I hope you don't think that I just come over for the spells and everything. I mean, I really like just talking and hanging out with you and stuff.

Willow ,'First Date'


Buffista Music 4: Needs More Cowbell!

There's a lady plays her fav'rite records/On the jukebox ev'ry day/All day long she plays the same old songs/And she believes the things that they say/She sings along with all the saddest songs/And she believes the stories are real/She lets the music dictate the way that she feels.


billytea - Sep 18, 2009 2:41:28 am PDT #1595 of 6436
You were a wrong baby who grew up wrong. The wrong kind of wrong. It's better you hear it from a friend.

We had two car tapes in succession: first an 8-track of the Sesame Street soundtrack (yes, I can still sing all the words to "I love trash") and then later a cassette of Simon and Garfunkle's Concert in Central Park.

My parents had a Simon & Garfunkel greatest hits (including early solo work). It was on cassette, but set out for an 8-track.


Sue - Sep 18, 2009 2:53:28 am PDT #1596 of 6436
hip deep in pie

My parents had some Hawaiain music, Harry Hibbs and Dick Nolan. (That last two being Newfoundland performers.) The real musical influence on my childhood were my older siblings. Which is why I remember the day Pink Floyd's The Wall came out know most of the words to the songs on the Saturday Night Fever soundtrack, and have a deep abiding hatred of the Beach Boys and Fleetwood Mac.

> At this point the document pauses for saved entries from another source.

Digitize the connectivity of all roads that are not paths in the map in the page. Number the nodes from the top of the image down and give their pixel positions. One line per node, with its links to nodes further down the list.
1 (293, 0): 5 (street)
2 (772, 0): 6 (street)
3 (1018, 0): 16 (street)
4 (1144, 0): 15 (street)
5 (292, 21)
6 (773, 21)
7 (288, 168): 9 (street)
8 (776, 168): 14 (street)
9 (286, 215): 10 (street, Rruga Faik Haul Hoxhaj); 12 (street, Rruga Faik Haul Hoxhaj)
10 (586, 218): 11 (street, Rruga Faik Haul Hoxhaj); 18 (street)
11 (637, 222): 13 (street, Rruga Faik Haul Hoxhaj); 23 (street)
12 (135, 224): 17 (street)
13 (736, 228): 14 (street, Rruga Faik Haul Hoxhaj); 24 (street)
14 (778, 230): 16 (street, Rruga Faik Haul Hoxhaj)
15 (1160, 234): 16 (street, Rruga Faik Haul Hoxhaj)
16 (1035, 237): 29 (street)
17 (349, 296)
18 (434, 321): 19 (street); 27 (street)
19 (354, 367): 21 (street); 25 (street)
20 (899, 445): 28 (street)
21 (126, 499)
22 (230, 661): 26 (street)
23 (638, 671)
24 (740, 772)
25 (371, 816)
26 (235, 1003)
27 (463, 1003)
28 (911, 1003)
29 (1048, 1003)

tommyrot - Sep 18, 2009 5:19:56 am PDT #1597 of 6436
Sir, it's not an offence to let your cat eat your bacon. Okay? And we don't arrest cats, I'm very sorry.

The real musical influence on my childhood were my older siblings.

Me two. Well, my one older brother. He's how I got into Pink Floyd (I remember when The Wall came out too), The Cars, The Police, Devo... well, those are the main ones....


smonster - Sep 18, 2009 5:33:11 am PDT #1598 of 6436
We won’t stop until everyone is gay.

In our household it was Simon and Garfunkel, the Beatles, and James Taylor (who I adored at 3 and called James Tail). A little bit of Kingston Trio and the Mamas and Papas, too. I think they had at least one PP&M cd, but I don't remember clearly.


tommyrot - Sep 18, 2009 5:52:18 am PDT #1599 of 6436
Sir, it's not an offence to let your cat eat your bacon. Okay? And we don't arrest cats, I'm very sorry.

Huh. My iPod just shuffled me "This Must Be the Place (Naive Meoldoy)" by the Talking Heads. This was the favorite song of my best fried - his birthday would have been today.


Jon B. - Sep 18, 2009 7:07:44 am PDT #1600 of 6436
A turkey in every toilet -- only in America!

a cassette of Simon and Garfunkle's Concert in Central Park.

I was at that concert! That's me clapping at the end of the songs.


Laga - Sep 18, 2009 11:14:36 am PDT #1601 of 6436
You should know I'm a big deal in the Resistance.

At home Dad played mostly Dave Brubeck and Stan Getz. In the car Mom played mostly Abba, John Denver and Barry Manilow. Dad played The Beach Boys. My siblings introduced me to everything else and eventually we were able to convince my parents that Creedence and Skynyrd were also good car tunes.


Glamcookie - Sep 18, 2009 11:55:49 am PDT #1602 of 6436
I know my own heart and understand my fellow man. But I am made unlike anyone I have ever met. I dare to say I am like no one in the whole world. - Anne Lister

I was raised on Motown and Southern rock.


Fred Pete - Sep 18, 2009 12:01:50 pm PDT #1603 of 6436
Ann, that's a ferret.

My parents listened mostly to country, though my mother would listen to the local AM soft rock radio station quite a bit. But Hank Williams and Johnny Cash were the regular diet around our house.


lisah - Sep 18, 2009 12:08:28 pm PDT #1604 of 6436
Punishingly Intricate

Old Timey, American and Irish folk music. And classical. Loads of Willie Nelson, the Outlaws, Linda Rondstadt, too. That's what my folks listened to when we were growing up. I have their whole record collection and it's kind of awesome.